Hayvancılık üzerine yazmaya başlayınca aklıma ilk gelen güçlü kuvvetli ve yaman çoban köpekleri oldu doğal olarak. çocuk aklımızla hem korktuğumuz hem de saygı duyduğumuz varlıklardı onlar.
bazıları sürünün geliş zamanından epey bir önce dönerdi köye. bazıları da sürüyle birlikte gelir, sürüyü ağıla kadar takip eder, sonrasında gölge bir yer bulup uyurdu. hepsinin ortak özellikleri oldukça iri olmaları, kulaklarının kesilmiş olması ve boyunlarındaki çivili tasmalardı genel olarak:
çoban köpeği olarak yetiştirilecek olanları daha küçüklükten belli olurdu. bir seferde doğan 7-8 tane köpekten daha iri ve biraz da yaman gözükenler ayrı bir özenle büyütülürdü. küçük bir çocukken dedemin köpeklerin çoban köpeği olarak yetiştirilmesinde uygulanan yöntemleri anlattığını hatırlıyorum: köpekler daha küçücükken aynı yaştaki kurt yavrusu ile kapıştırılırmış. ( kurt yavrusunun ağzı bağlanırmış ısırmasın diye) Dedem kurtun ısırdığı köpeğin içine korku düşer, bir daha da sürüye gitmez demişti o zaman. sonraki aşama köpeklerin kulaklarının kesilmesi olayıydı. o da olası bir kurt dövüşünde kurdun köpeğin kulağını ısırıp yaralamasını önlemek içindi tabii.
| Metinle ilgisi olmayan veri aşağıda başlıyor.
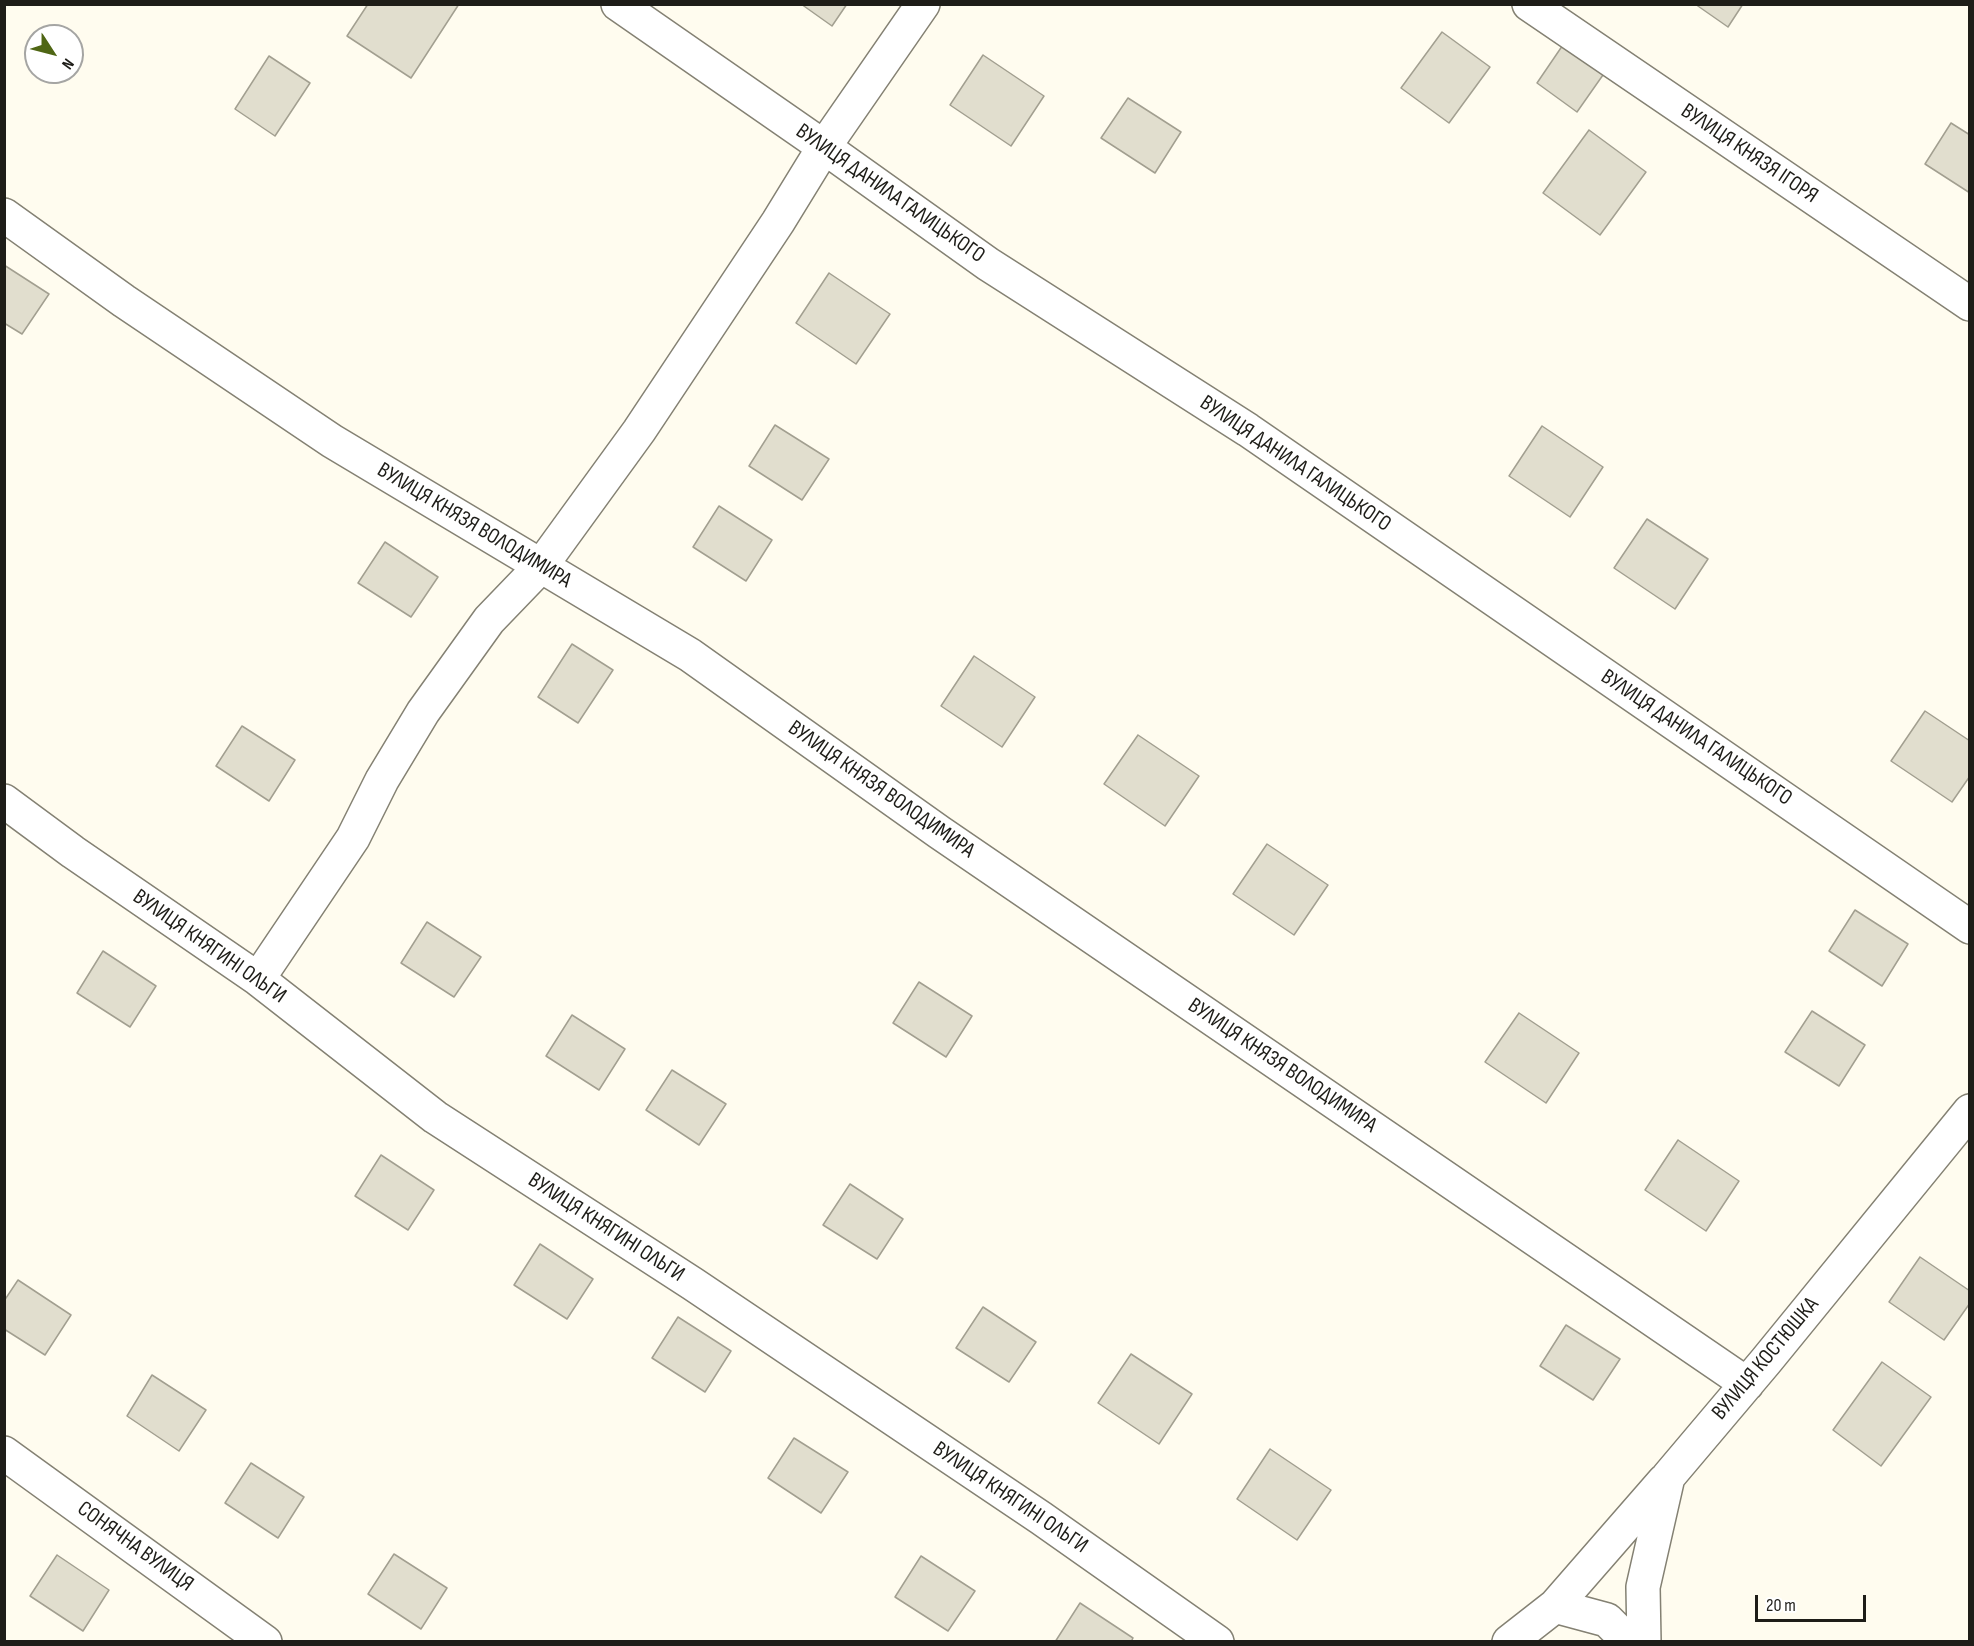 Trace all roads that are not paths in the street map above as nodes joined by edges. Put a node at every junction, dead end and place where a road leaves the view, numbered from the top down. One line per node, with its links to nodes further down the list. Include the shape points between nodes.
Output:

Son oalrak ta köpeğin boynuna takılan çivili tasmayı anlatayım. kurdun köpeğe ilk saldırısı daima köpeğin boğazına doğru olurmuş, onu engellemnin tek yolu da o çivili tasmalarmış.
köpekler sürüyle birlikteyken kulakları (kesik te olsa) ve kuyrukları dik bir şekilde, dil bir karış dışarıda dolaşırlardı. açık arazide karşılaşmak istemeyeceğiniz güçlü ve hızlı hayvanlardı onlar. susa yolunda yakalandığımız bir kaç zamanı hatırlıyorum da, şimdi bile titriyorum.
köye ilk defa gelen çobanın sürüdeki köpeklerle tanışması olayına şahit olamadım hiç. sorduğum bir çoban onlara "top" yapıp veriyoruz demişti. top dedğiniz unu biraz kepekle? ve suyla karıştırıp hazırladığınız bir tür hamur. onu yiyen köpeğin çobanı tanıdığı ve ona saldırmadığının söylendiğini hatırlıyorum hayal meyal.
köpeklere genellikle yemeklerden arta kalanlar verilir, gariplerim de onu bir güzel yerdi. dedemlerin azbarda bir köşede, 50-60 cm lik yuvarlak bir taştan oyulmuş ağır bir "itayak" vardı. taşın için bir tür tas olacak şekilde oyulmuştu, annanemin oraya yemek artıklarını döküp köpekleri çağırdığı sahne geldi gözümün önüne. Ne kadar da gençti o zaman! şırbörek pişen o kutsal akşamüstlerinde köpekler de gelip aşgananın önünde yatarlardı, kendi paylarına da mutlaka bir parça hamur düşerdi. bir de kurban zamanı, kesilen kurbanın ayakları köpeklere atılır, onlar da bir kenarda kemirmeye başlarlardı herkesten önce. Kurbanın işkembesi de köpekler alıp etrafı kokutmasınlar diyerek uzak bir yerde toprağa gömülürdü.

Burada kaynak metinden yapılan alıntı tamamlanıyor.